Sorry, but security is so horribly bad right now it's simply unfair to punish anyone specifically. To me it's a much smarter idea for the government to create a budget of billions of dollars to do precisely what I said: Security Audit our fucking software! Including the proprietary platforms because they would be the government and secure access could be *demanded*.
Would that be the same government that had 25 million records stolen recently? They're one of the worst offenders.
(Score: 2) by edIII on Friday October 30 2015, @09:28PM
I'm not asking the government to audit the code. That would be like Little Red Riding Hood asking the Big Bad Wolf to make her dinner. Yes, he makes dinner, but she won't like it :)
I very much want companies to change too, I'm only trying to be reasonable and practical about what they could change. It's a lot to ask, and quite frankly there is just too much work for the market to care of at this point. We painted ourselves into a corner in a room so vast, that it's insurmountable for any single entity. I take you very seriously, and I work with databases and systems like these. When it comes to CC processing and the like, there is very very very big reason why nearly every single payment gateway has something like a 'customer vault' where I only have a random identifier for the customer file, and can order pre-approved payment plans and packages against it. I deal with CC numbers exactly once, they're encrypted in the browser, and nobody ever sees it again. No Bins, Last 4, CVV2, magstripe info, nothing is stored on my end. Doing so largely eliminates our own liability, and shifts PCI compliance to the payment gateway. We're still required to have PCI compliance on our end *technically*, but the failure for doing so disseminates no financial information about my customers in the event of a breach.
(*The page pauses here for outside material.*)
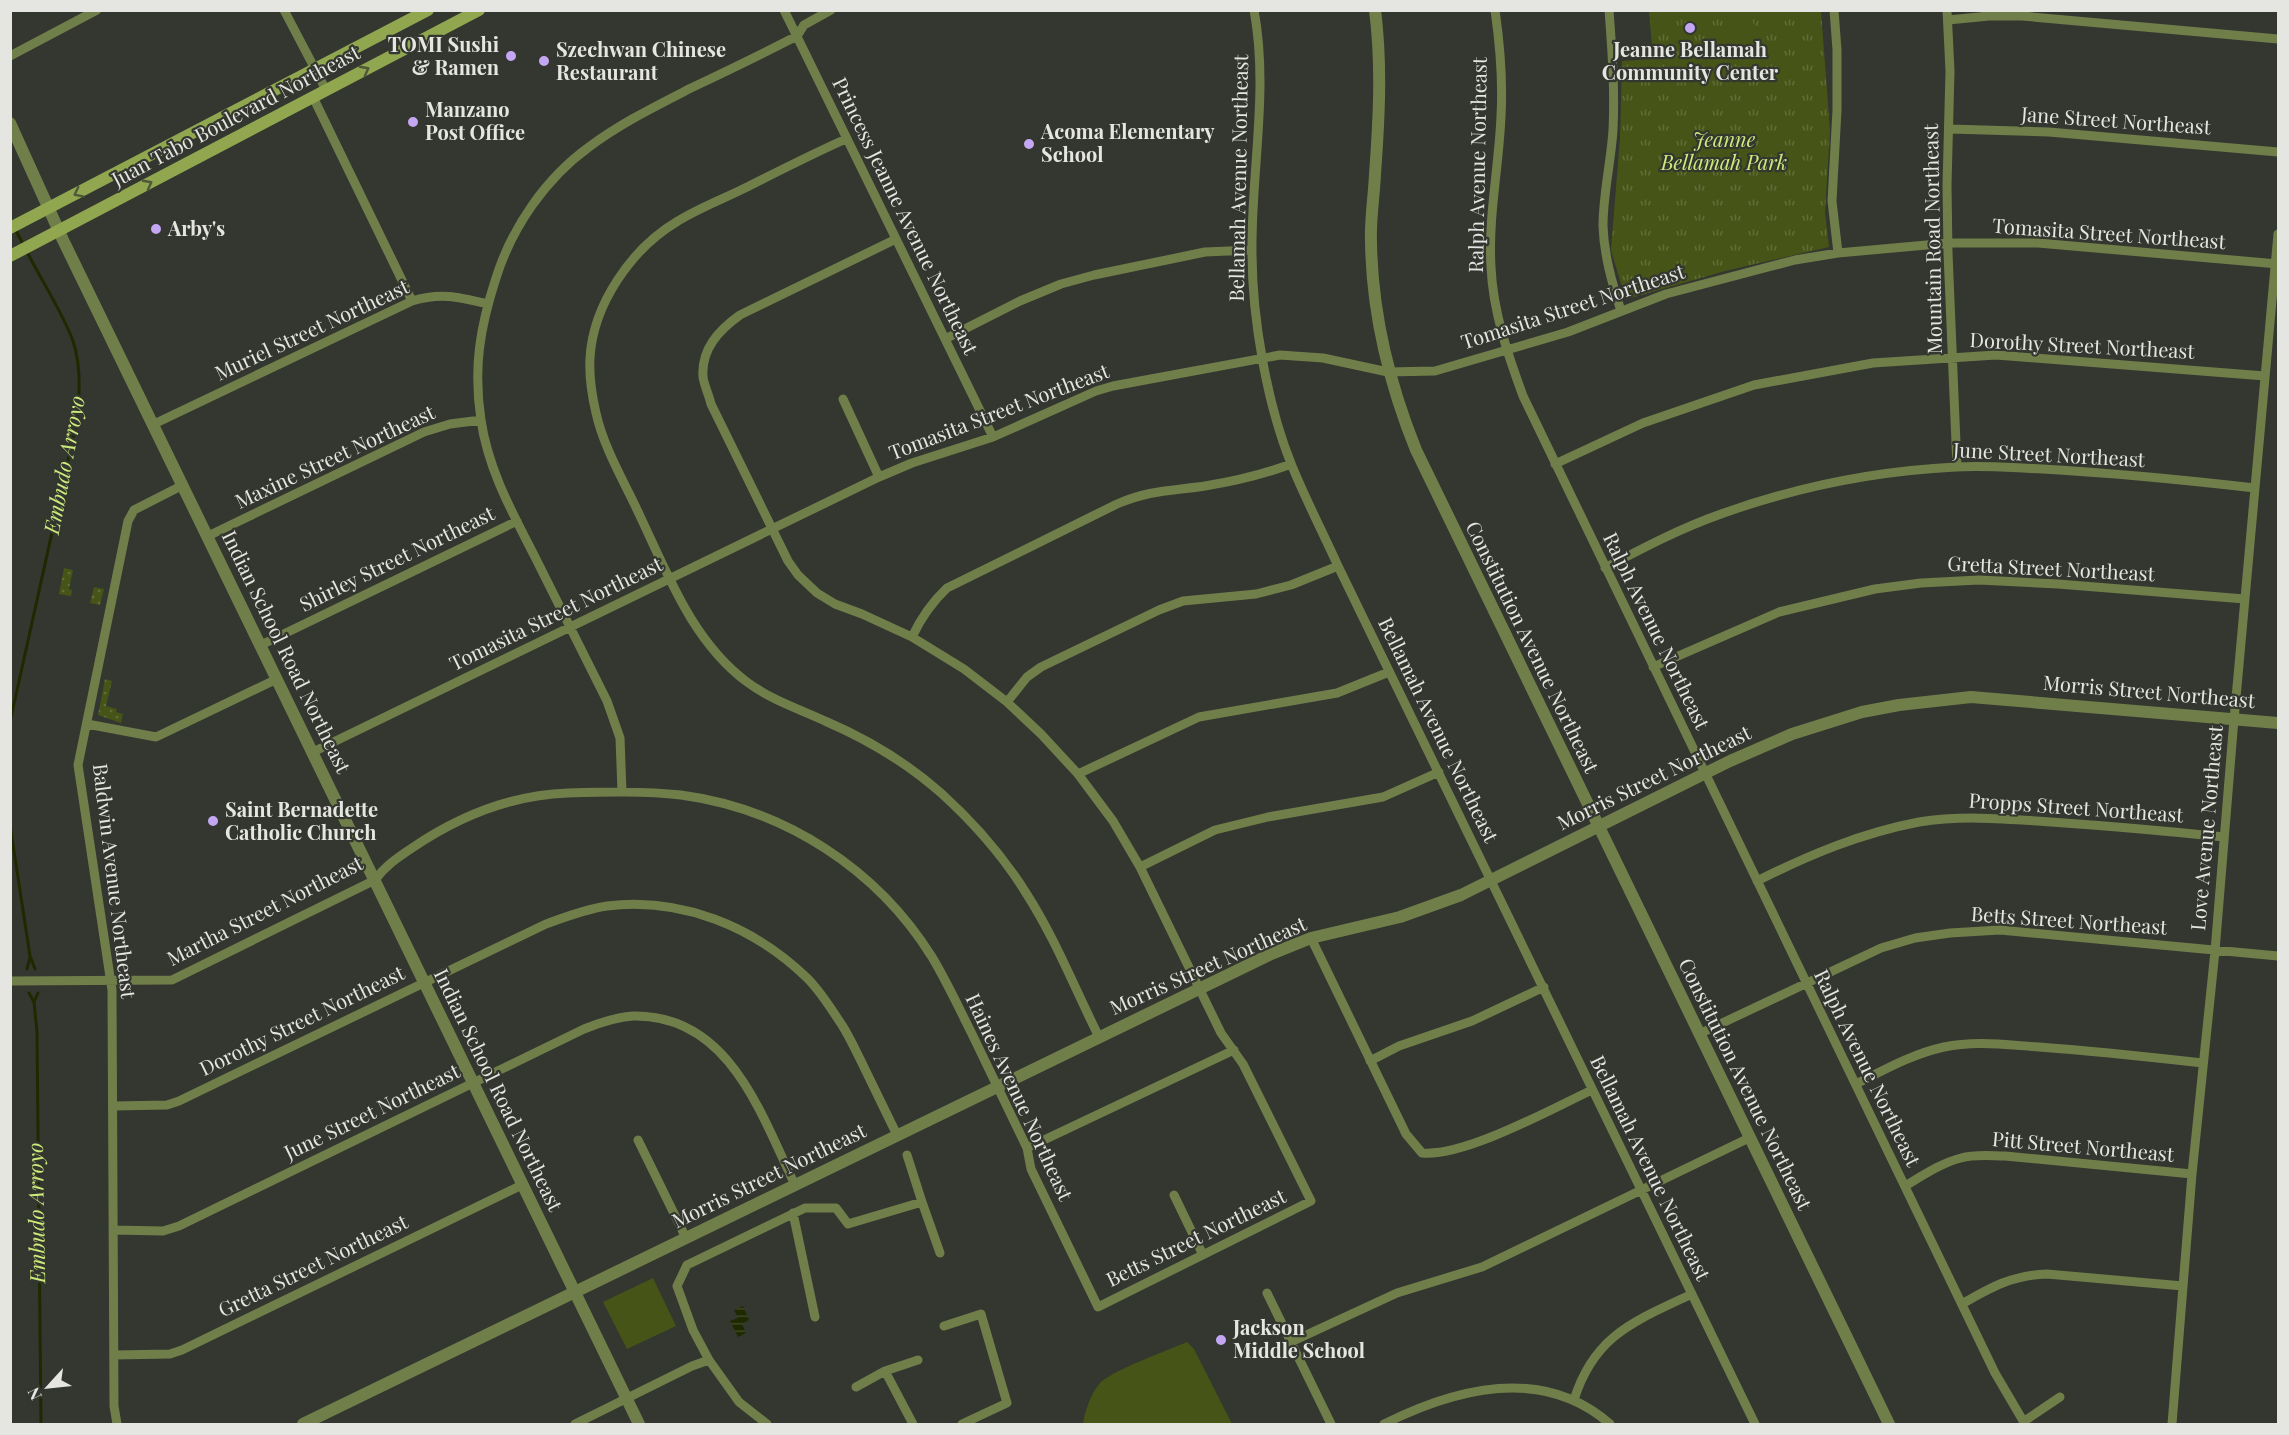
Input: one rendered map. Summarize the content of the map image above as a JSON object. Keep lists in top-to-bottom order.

That's why I mention PCI compliance since they are specifically in the business of auditing specific code and processes to engender security in financial transactions. That program *could* vastly expand, but I *loathe* Big Gubbermint. If it's executed ineptly, as government has a penchant for doing, we won't be any better off at all.
No, the government will only *pay* recognized experts in the field to operate with complete transparency and begin auditing all of our code bases in use. Adobe wants to throw a shit fit about it as an example, you throw their executives in prison for non-compliance. Security through obscurity is a complete failure, and I only support operating with them in a NDA like fashion. We'll keep their proprietary secrets for them, but we will still be looking at code and advising them. On that note, Adobe could *never* sue a security researcher again, or have their corrupt friends in the FBI arrest them. Security researchers receive immunity while working for the government.
That would never happen for two reasons:
1) It would be extremely effective. Billions could hire us a crew of tens of thousands of experts worldwide, and I believe we would see very impressive results in 12-24 months even. FOSS would become very secure, and proprietary platforms could at least be trusted as far as security was concerned.
2) Nobody in power wants effectiveness at all. That's bad for the insurance industry and intelligence communities, as well as not exactly giving the kind of storm trooper control the government likes. You make more money in war time, then you do in peace time.
Technically, lunchtime is at any moment. It's just a wave function.